> **What is being asked**:
Transcribe every record that appears below, exactly and in full.

> **Task data**:

==================================================

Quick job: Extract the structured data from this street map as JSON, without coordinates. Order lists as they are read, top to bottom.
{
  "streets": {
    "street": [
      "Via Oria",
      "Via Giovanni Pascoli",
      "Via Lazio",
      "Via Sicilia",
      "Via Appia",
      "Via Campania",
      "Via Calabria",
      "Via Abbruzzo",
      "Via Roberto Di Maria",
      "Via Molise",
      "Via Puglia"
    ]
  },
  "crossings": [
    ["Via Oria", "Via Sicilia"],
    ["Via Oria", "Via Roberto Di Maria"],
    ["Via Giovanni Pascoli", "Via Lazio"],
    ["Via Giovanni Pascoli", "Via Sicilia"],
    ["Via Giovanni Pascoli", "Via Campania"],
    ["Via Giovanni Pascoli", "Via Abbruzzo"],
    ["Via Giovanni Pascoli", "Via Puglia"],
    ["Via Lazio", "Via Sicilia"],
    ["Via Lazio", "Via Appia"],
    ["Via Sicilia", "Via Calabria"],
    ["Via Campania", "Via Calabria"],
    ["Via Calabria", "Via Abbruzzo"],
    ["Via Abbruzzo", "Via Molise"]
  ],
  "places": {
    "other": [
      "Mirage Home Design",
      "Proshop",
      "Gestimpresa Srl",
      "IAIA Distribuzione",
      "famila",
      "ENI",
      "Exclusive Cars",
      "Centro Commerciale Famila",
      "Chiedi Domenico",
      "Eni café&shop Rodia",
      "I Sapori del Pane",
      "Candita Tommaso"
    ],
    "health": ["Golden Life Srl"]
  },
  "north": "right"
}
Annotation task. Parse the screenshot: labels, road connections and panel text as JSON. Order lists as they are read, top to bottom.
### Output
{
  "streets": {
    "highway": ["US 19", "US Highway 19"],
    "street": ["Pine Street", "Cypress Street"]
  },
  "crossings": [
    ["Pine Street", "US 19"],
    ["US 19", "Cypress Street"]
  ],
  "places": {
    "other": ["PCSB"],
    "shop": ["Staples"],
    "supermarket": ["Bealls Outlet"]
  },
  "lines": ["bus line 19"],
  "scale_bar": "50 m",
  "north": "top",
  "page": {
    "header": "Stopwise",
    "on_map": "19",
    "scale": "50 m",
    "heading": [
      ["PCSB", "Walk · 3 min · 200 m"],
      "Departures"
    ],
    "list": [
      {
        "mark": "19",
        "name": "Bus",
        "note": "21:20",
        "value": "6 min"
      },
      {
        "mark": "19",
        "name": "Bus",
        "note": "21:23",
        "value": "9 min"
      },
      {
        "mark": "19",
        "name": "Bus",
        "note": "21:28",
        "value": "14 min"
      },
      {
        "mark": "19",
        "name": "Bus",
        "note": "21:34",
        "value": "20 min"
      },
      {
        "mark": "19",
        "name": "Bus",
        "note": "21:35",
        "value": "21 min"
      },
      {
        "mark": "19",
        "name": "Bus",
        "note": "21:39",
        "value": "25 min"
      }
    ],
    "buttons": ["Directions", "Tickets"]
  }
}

==================================================

> **The completed task**:
Quick job: Extract the structured data from this street map as JSON, without coordinates. Order lists as they are read, top to bottom.
{
  "streets": {
    "street": [
      "Via Oria",
      "Via Giovanni Pascoli",
      "Via Lazio",
      "Via Sicilia",
      "Via Appia",
      "Via Campania",
      "Via Calabria",
      "Via Abbruzzo",
      "Via Roberto Di Maria",
      "Via Molise",
      "Via Puglia"
    ]
  },
  "crossings": [
    ["Via Oria", "Via Sicilia"],
    ["Via Oria", "Via Roberto Di Maria"],
    ["Via Giovanni Pascoli", "Via Lazio"],
    ["Via Giovanni Pascoli", "Via Sicilia"],
    ["Via Giovanni Pascoli", "Via Campania"],
    ["Via Giovanni Pascoli", "Via Abbruzzo"],
    ["Via Giovanni Pascoli", "Via Puglia"],
    ["Via Lazio", "Via Sicilia"],
    ["Via Lazio", "Via Appia"],
    ["Via Sicilia", "Via Calabria"],
    ["Via Campania", "Via Calabria"],
    ["Via Calabria", "Via Abbruzzo"],
    ["Via Abbruzzo", "Via Molise"]
  ],
  "places": {
    "other": [
      "Mirage Home Design",
      "Proshop",
      "Gestimpresa Srl",
      "IAIA Distribuzione",
      "famila",
      "ENI",
      "Exclusive Cars",
      "Centro Commerciale Famila",
      "Chiedi Domenico",
      "Eni café&shop Rodia",
      "I Sapori del Pane",
      "Candita Tommaso"
    ],
    "health": ["Golden Life Srl"]
  },
  "north": "right"
}
Annotation task. Parse the screenshot: labels, road connections and panel text as JSON. Order lists as they are read, top to bottom.
### Output
{
  "streets": {
    "highway": ["US 19", "US Highway 19"],
    "street": ["Pine Street", "Cypress Street"]
  },
  "crossings": [
    ["Pine Street", "US 19"],
    ["US 19", "Cypress Street"]
  ],
  "places": {
    "other": ["PCSB"],
    "shop": ["Staples"],
    "supermarket": ["Bealls Outlet"]
  },
  "lines": ["bus line 19"],
  "scale_bar": "50 m",
  "north": "top",
  "page": {
    "header": "Stopwise",
    "on_map": "19",
    "scale": "50 m",
    "heading": [
      ["PCSB", "Walk · 3 min · 200 m"],
      "Departures"
    ],
    "list": [
      {
        "mark": "19",
        "name": "Bus",
        "note": "21:20",
        "value": "6 min"
      },
      {
        "mark": "19",
        "name": "Bus",
        "note": "21:23",
        "value": "9 min"
      },
      {
        "mark": "19",
        "name": "Bus",
        "note": "21:28",
        "value": "14 min"
      },
      {
        "mark": "19",
        "name": "Bus",
        "note": "21:34",
        "value": "20 min"
      },
      {
        "mark": "19",
        "name": "Bus",
        "note": "21:35",
        "value": "21 min"
      },
      {
        "mark": "19",
        "name": "Bus",
        "note": "21:39",
        "value": "25 min"
      }
    ],
    "buttons": ["Directions", "Tickets"]
  }
}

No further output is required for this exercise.